* **Prompt**
The records below are to be copied exactly, with every picture left out.

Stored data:

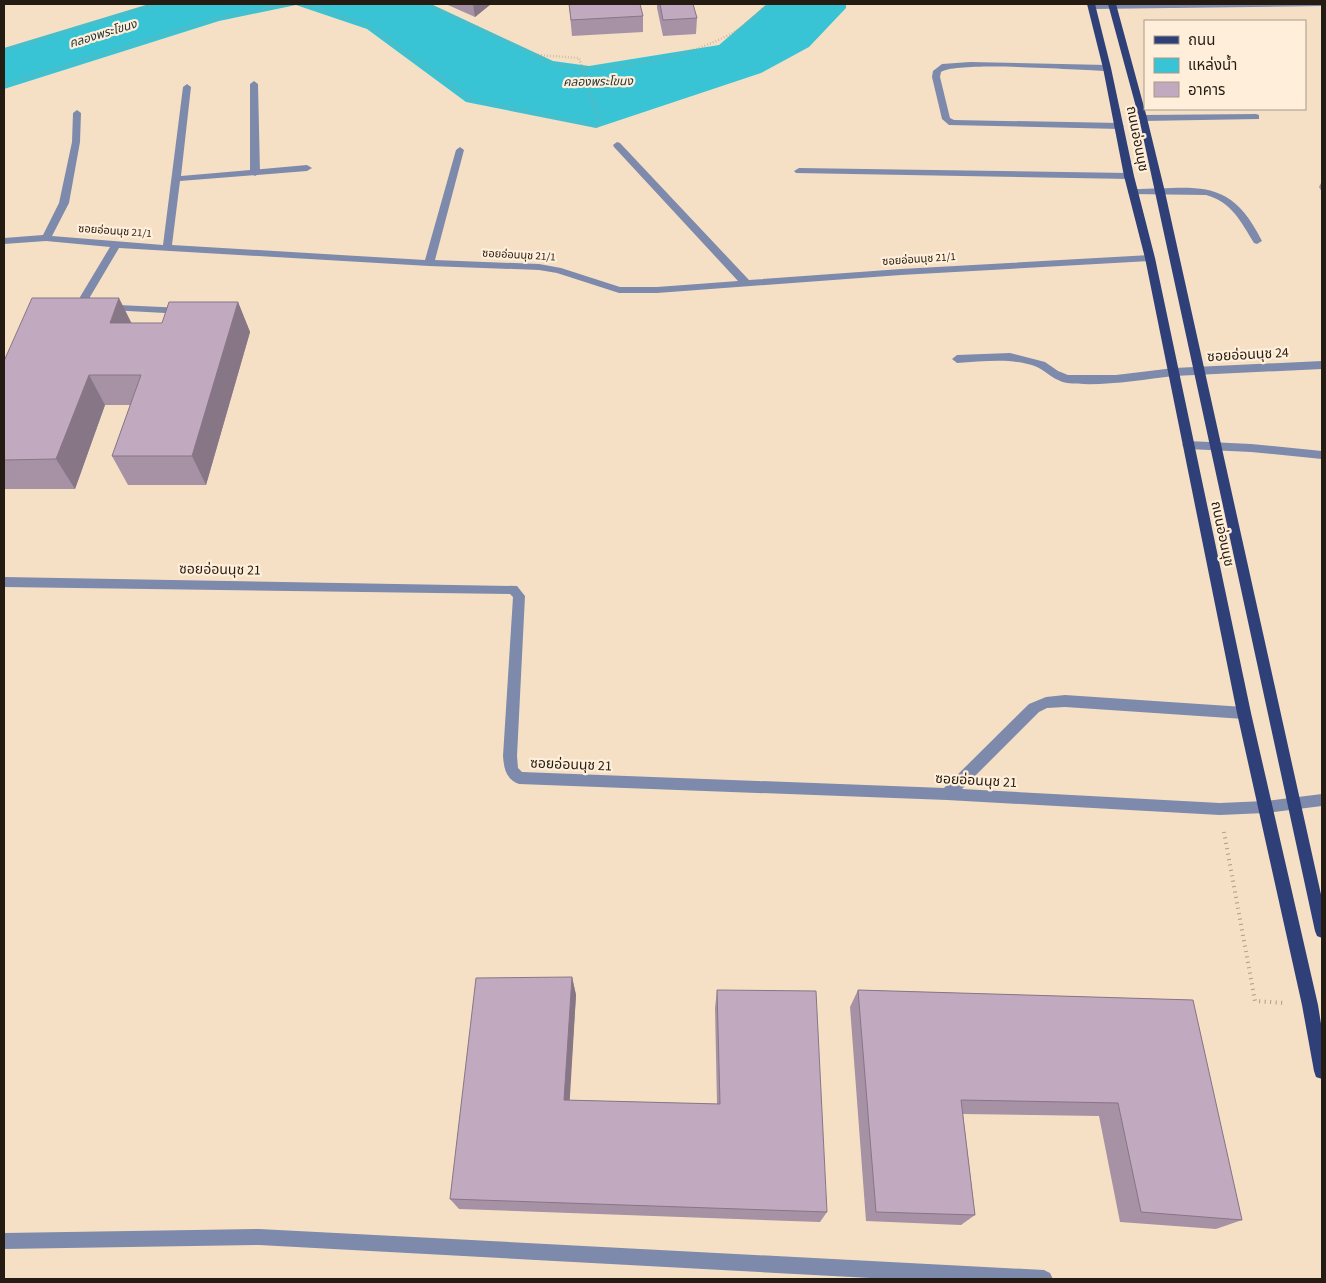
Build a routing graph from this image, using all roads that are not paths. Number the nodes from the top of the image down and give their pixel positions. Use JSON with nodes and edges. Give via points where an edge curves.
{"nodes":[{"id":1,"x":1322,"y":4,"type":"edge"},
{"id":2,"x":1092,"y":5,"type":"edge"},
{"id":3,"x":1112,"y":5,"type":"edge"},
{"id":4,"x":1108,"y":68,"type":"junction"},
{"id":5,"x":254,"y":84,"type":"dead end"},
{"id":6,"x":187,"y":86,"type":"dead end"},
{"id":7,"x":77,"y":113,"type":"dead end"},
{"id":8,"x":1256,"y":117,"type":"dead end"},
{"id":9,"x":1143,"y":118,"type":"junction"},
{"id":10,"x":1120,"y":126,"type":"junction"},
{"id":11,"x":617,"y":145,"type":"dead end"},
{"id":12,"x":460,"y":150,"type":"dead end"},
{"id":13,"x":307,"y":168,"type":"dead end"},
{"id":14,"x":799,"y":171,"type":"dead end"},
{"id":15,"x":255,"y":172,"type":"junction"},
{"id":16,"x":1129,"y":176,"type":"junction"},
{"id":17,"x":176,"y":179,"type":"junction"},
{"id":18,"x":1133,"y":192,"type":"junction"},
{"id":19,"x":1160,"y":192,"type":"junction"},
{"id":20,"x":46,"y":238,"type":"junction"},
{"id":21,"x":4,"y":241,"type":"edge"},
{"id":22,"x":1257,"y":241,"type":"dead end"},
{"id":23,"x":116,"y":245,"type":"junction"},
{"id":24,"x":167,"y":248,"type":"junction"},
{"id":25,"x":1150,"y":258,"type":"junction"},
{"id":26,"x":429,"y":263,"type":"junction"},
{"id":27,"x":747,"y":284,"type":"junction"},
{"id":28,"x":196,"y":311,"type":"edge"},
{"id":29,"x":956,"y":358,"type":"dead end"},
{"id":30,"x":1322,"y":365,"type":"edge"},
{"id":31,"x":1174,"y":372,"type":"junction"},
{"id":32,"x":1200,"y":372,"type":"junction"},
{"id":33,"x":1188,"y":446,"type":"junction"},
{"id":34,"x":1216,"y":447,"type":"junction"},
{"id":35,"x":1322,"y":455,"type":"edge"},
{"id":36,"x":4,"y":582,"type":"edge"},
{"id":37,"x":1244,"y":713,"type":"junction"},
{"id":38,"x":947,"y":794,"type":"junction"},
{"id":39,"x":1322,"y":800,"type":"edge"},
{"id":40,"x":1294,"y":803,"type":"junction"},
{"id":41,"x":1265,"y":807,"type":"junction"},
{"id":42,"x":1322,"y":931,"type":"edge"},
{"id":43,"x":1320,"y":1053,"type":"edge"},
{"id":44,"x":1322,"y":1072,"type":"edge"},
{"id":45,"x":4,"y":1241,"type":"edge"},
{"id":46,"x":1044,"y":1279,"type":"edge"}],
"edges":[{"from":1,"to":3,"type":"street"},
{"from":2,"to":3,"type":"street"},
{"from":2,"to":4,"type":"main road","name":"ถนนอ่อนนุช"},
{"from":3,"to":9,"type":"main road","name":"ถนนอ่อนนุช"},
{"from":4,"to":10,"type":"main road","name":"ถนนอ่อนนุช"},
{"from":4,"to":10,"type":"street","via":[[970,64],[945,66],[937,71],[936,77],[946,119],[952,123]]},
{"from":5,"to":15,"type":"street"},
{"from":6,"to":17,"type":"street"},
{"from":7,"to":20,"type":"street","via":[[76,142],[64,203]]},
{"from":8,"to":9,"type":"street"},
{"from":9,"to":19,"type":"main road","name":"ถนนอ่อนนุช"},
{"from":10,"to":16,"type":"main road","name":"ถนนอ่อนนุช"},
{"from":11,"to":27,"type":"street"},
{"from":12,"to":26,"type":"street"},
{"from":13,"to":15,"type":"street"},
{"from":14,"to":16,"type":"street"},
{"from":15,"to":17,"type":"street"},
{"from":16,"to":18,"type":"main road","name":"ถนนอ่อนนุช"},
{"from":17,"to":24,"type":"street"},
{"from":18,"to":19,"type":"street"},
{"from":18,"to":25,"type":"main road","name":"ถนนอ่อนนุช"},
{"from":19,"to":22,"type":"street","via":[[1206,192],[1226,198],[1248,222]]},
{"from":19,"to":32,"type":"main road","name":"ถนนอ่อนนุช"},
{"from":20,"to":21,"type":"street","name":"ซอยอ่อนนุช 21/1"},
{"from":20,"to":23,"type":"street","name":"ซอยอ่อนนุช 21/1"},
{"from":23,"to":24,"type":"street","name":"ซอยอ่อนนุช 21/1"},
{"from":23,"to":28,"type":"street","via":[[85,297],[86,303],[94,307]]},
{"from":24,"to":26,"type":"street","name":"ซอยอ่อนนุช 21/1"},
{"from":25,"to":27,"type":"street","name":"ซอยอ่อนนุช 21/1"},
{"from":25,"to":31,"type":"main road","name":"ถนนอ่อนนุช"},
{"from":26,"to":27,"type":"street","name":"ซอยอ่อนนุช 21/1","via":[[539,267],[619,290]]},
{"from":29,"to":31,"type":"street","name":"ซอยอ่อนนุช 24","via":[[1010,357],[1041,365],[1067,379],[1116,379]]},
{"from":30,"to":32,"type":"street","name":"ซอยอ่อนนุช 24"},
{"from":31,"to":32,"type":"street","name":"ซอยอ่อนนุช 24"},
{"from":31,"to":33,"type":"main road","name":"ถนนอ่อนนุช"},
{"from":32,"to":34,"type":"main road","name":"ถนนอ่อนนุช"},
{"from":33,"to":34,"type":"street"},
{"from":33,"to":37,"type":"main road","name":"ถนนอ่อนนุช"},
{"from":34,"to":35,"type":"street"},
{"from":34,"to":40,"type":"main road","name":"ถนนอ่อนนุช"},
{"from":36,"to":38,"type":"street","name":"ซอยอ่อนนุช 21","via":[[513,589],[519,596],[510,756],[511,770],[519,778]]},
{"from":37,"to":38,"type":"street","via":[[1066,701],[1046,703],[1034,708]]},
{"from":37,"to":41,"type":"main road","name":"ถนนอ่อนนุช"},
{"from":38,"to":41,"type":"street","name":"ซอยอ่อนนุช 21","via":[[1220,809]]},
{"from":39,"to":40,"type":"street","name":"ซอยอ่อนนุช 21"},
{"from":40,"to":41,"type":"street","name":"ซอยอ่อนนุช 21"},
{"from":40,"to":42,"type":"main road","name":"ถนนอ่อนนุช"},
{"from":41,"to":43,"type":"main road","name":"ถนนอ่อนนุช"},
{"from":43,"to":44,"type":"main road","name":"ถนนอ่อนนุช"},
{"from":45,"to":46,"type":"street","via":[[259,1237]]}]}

* **Solution for this task**
Build a routing graph from this image, using all roads that are not paths. Number the nodes from the top of the image down and give their pixel positions. Use JSON with nodes and edges. Give via points where an edge curves.
{"nodes":[{"id":1,"x":1322,"y":4,"type":"edge"},
{"id":2,"x":1092,"y":5,"type":"edge"},
{"id":3,"x":1112,"y":5,"type":"edge"},
{"id":4,"x":1108,"y":68,"type":"junction"},
{"id":5,"x":254,"y":84,"type":"dead end"},
{"id":6,"x":187,"y":86,"type":"dead end"},
{"id":7,"x":77,"y":113,"type":"dead end"},
{"id":8,"x":1256,"y":117,"type":"dead end"},
{"id":9,"x":1143,"y":118,"type":"junction"},
{"id":10,"x":1120,"y":126,"type":"junction"},
{"id":11,"x":617,"y":145,"type":"dead end"},
{"id":12,"x":460,"y":150,"type":"dead end"},
{"id":13,"x":307,"y":168,"type":"dead end"},
{"id":14,"x":799,"y":171,"type":"dead end"},
{"id":15,"x":255,"y":172,"type":"junction"},
{"id":16,"x":1129,"y":176,"type":"junction"},
{"id":17,"x":176,"y":179,"type":"junction"},
{"id":18,"x":1133,"y":192,"type":"junction"},
{"id":19,"x":1160,"y":192,"type":"junction"},
{"id":20,"x":46,"y":238,"type":"junction"},
{"id":21,"x":4,"y":241,"type":"edge"},
{"id":22,"x":1257,"y":241,"type":"dead end"},
{"id":23,"x":116,"y":245,"type":"junction"},
{"id":24,"x":167,"y":248,"type":"junction"},
{"id":25,"x":1150,"y":258,"type":"junction"},
{"id":26,"x":429,"y":263,"type":"junction"},
{"id":27,"x":747,"y":284,"type":"junction"},
{"id":28,"x":196,"y":311,"type":"edge"},
{"id":29,"x":956,"y":358,"type":"dead end"},
{"id":30,"x":1322,"y":365,"type":"edge"},
{"id":31,"x":1174,"y":372,"type":"junction"},
{"id":32,"x":1200,"y":372,"type":"junction"},
{"id":33,"x":1188,"y":446,"type":"junction"},
{"id":34,"x":1216,"y":447,"type":"junction"},
{"id":35,"x":1322,"y":455,"type":"edge"},
{"id":36,"x":4,"y":582,"type":"edge"},
{"id":37,"x":1244,"y":713,"type":"junction"},
{"id":38,"x":947,"y":794,"type":"junction"},
{"id":39,"x":1322,"y":800,"type":"edge"},
{"id":40,"x":1294,"y":803,"type":"junction"},
{"id":41,"x":1265,"y":807,"type":"junction"},
{"id":42,"x":1322,"y":931,"type":"edge"},
{"id":43,"x":1320,"y":1053,"type":"edge"},
{"id":44,"x":1322,"y":1072,"type":"edge"},
{"id":45,"x":4,"y":1241,"type":"edge"},
{"id":46,"x":1044,"y":1279,"type":"edge"}],
"edges":[{"from":1,"to":3,"type":"street"},
{"from":2,"to":3,"type":"street"},
{"from":2,"to":4,"type":"main road","name":"ถนนอ่อนนุช"},
{"from":3,"to":9,"type":"main road","name":"ถนนอ่อนนุช"},
{"from":4,"to":10,"type":"main road","name":"ถนนอ่อนนุช"},
{"from":4,"to":10,"type":"street","via":[[970,64],[945,66],[937,71],[936,77],[946,119],[952,123]]},
{"from":5,"to":15,"type":"street"},
{"from":6,"to":17,"type":"street"},
{"from":7,"to":20,"type":"street","via":[[76,142],[64,203]]},
{"from":8,"to":9,"type":"street"},
{"from":9,"to":19,"type":"main road","name":"ถนนอ่อนนุช"},
{"from":10,"to":16,"type":"main road","name":"ถนนอ่อนนุช"},
{"from":11,"to":27,"type":"street"},
{"from":12,"to":26,"type":"street"},
{"from":13,"to":15,"type":"street"},
{"from":14,"to":16,"type":"street"},
{"from":15,"to":17,"type":"street"},
{"from":16,"to":18,"type":"main road","name":"ถนนอ่อนนุช"},
{"from":17,"to":24,"type":"street"},
{"from":18,"to":19,"type":"street"},
{"from":18,"to":25,"type":"main road","name":"ถนนอ่อนนุช"},
{"from":19,"to":22,"type":"street","via":[[1206,192],[1226,198],[1248,222]]},
{"from":19,"to":32,"type":"main road","name":"ถนนอ่อนนุช"},
{"from":20,"to":21,"type":"street","name":"ซอยอ่อนนุช 21/1"},
{"from":20,"to":23,"type":"street","name":"ซอยอ่อนนุช 21/1"},
{"from":23,"to":24,"type":"street","name":"ซอยอ่อนนุช 21/1"},
{"from":23,"to":28,"type":"street","via":[[85,297],[86,303],[94,307]]},
{"from":24,"to":26,"type":"street","name":"ซอยอ่อนนุช 21/1"},
{"from":25,"to":27,"type":"street","name":"ซอยอ่อนนุช 21/1"},
{"from":25,"to":31,"type":"main road","name":"ถนนอ่อนนุช"},
{"from":26,"to":27,"type":"street","name":"ซอยอ่อนนุช 21/1","via":[[539,267],[619,290]]},
{"from":29,"to":31,"type":"street","name":"ซอยอ่อนนุช 24","via":[[1010,357],[1041,365],[1067,379],[1116,379]]},
{"from":30,"to":32,"type":"street","name":"ซอยอ่อนนุช 24"},
{"from":31,"to":32,"type":"street","name":"ซอยอ่อนนุช 24"},
{"from":31,"to":33,"type":"main road","name":"ถนนอ่อนนุช"},
{"from":32,"to":34,"type":"main road","name":"ถนนอ่อนนุช"},
{"from":33,"to":34,"type":"street"},
{"from":33,"to":37,"type":"main road","name":"ถนนอ่อนนุช"},
{"from":34,"to":35,"type":"street"},
{"from":34,"to":40,"type":"main road","name":"ถนนอ่อนนุช"},
{"from":36,"to":38,"type":"street","name":"ซอยอ่อนนุช 21","via":[[513,589],[519,596],[510,756],[511,770],[519,778]]},
{"from":37,"to":38,"type":"street","via":[[1066,701],[1046,703],[1034,708]]},
{"from":37,"to":41,"type":"main road","name":"ถนนอ่อนนุช"},
{"from":38,"to":41,"type":"street","name":"ซอยอ่อนนุช 21","via":[[1220,809]]},
{"from":39,"to":40,"type":"street","name":"ซอยอ่อนนุช 21"},
{"from":40,"to":41,"type":"street","name":"ซอยอ่อนนุช 21"},
{"from":40,"to":42,"type":"main road","name":"ถนนอ่อนนุช"},
{"from":41,"to":43,"type":"main road","name":"ถนนอ่อนนุช"},
{"from":43,"to":44,"type":"main road","name":"ถนนอ่อนนุช"},
{"from":45,"to":46,"type":"street","via":[[259,1237]]}]}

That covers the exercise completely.